Beyond the internal report, OSHA requires employers to report work-related hospitalizations, amputations, or eye injuries within 24 hours. Even if your injuries don’t reach that threshold, documenting everything in writing is essential. Note the time, what the patient did, what you did in response, who witnessed it, and any injuries you sustained. Photograph visible injuries. If your facility has a workplace violence prevention program, your participation in post-incident meetings and debriefings is both expected and beneficial to your case.

Many nurses don’t realize they can also file a police report. A patient assaulting a nurse is a crime in most jurisdictions regardless of the patient’s mental state, and filing a report creates a legal record separate from your employer’s internal process. You’re also entitled to employee assistance programs, counseling, and other support resources after an incident.
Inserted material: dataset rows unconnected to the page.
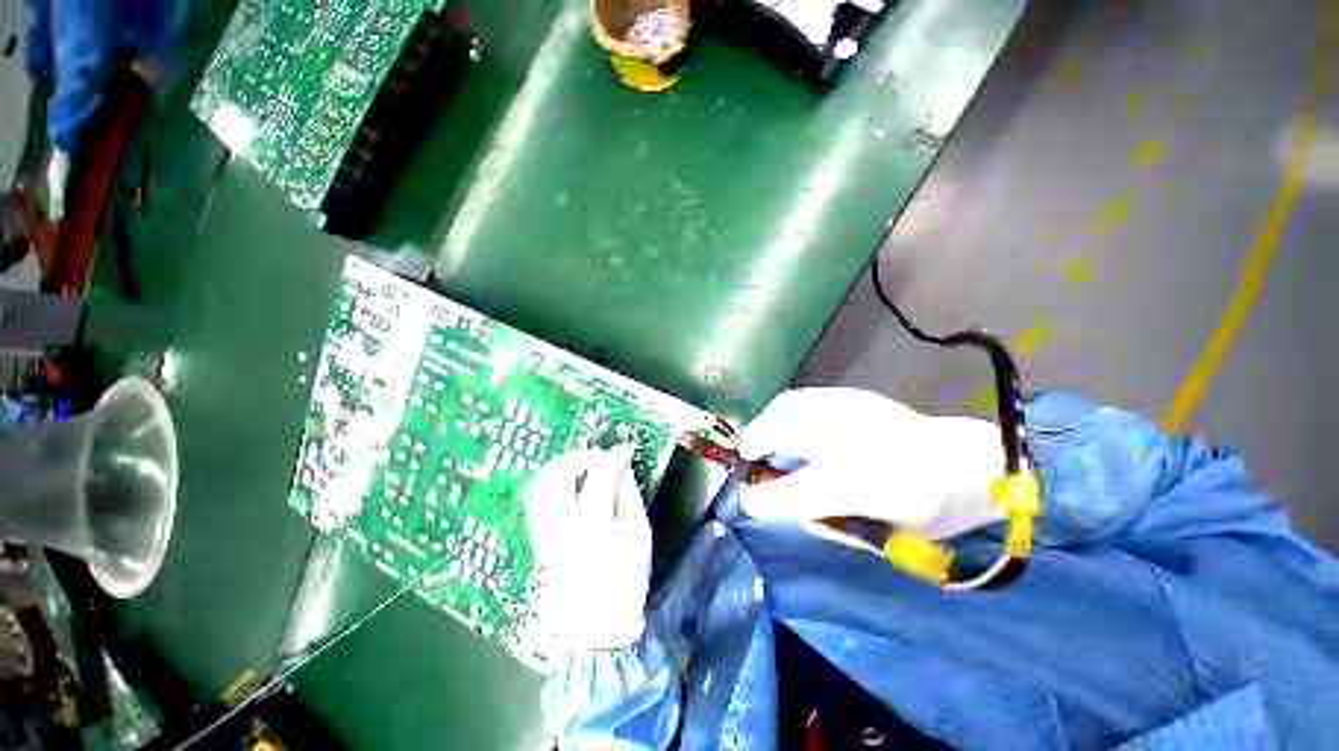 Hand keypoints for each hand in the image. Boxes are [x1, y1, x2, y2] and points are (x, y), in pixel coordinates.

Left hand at [524, 444, 650, 651]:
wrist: (596, 624)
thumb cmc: (626, 577)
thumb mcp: (638, 534)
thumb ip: (629, 495)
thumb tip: (623, 467)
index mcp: (593, 527)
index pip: (600, 478)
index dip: (614, 457)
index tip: (626, 449)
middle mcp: (561, 526)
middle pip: (558, 477)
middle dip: (579, 456)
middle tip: (598, 455)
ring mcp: (544, 533)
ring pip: (540, 486)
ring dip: (560, 466)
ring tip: (581, 464)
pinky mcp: (537, 539)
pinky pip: (535, 500)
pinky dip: (550, 482)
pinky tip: (567, 482)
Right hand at [738, 388, 1006, 540]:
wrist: (968, 464)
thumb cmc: (926, 506)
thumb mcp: (880, 533)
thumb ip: (819, 517)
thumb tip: (774, 505)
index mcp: (861, 483)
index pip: (795, 491)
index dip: (763, 499)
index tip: (748, 500)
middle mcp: (849, 440)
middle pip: (779, 430)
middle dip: (754, 444)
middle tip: (751, 459)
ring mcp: (848, 410)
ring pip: (786, 407)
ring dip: (767, 424)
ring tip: (766, 440)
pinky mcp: (851, 397)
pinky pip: (802, 399)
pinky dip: (785, 412)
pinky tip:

Why the System Often Fails Nurses

Despite clear professional standards supporting nurses’ right to safety, there are currently no specific OSHA standards for workplace violence. OSHA encourages employers to establish zero-tolerance policies and develop prevention programs with engineering controls, administrative controls, and training, but none of this is mandatory in the way that, say, bloodborne pathogen standards are. The result is a patchwork: some hospitals have robust violence prevention programs, while others leave nurses largely on their own.

About half of all physical assaults on nurses result in no documented injury, which contributes to chronic underreporting. Many nurses absorb hits, scratches, and bites without filing reports because the culture of their unit normalizes it, or because they fear being seen as unable to handle difficult patients. This underreporting then makes the problem appear smaller than it is, which reduces the institutional pressure to fix it.

If your facility lacks a clear workplace violence prevention program, or if you’ve been discouraged from reporting incidents, that is a systemic failure on your employer’s part. The ANA’s position is that employers bear responsibility for creating safe environments, and OSHA’s General Duty Clause still requires employers to provide a workplace free from recognized hazards, even without a specific violence standard. Knowing your rights under these frameworks gives you leverage to push for better protections.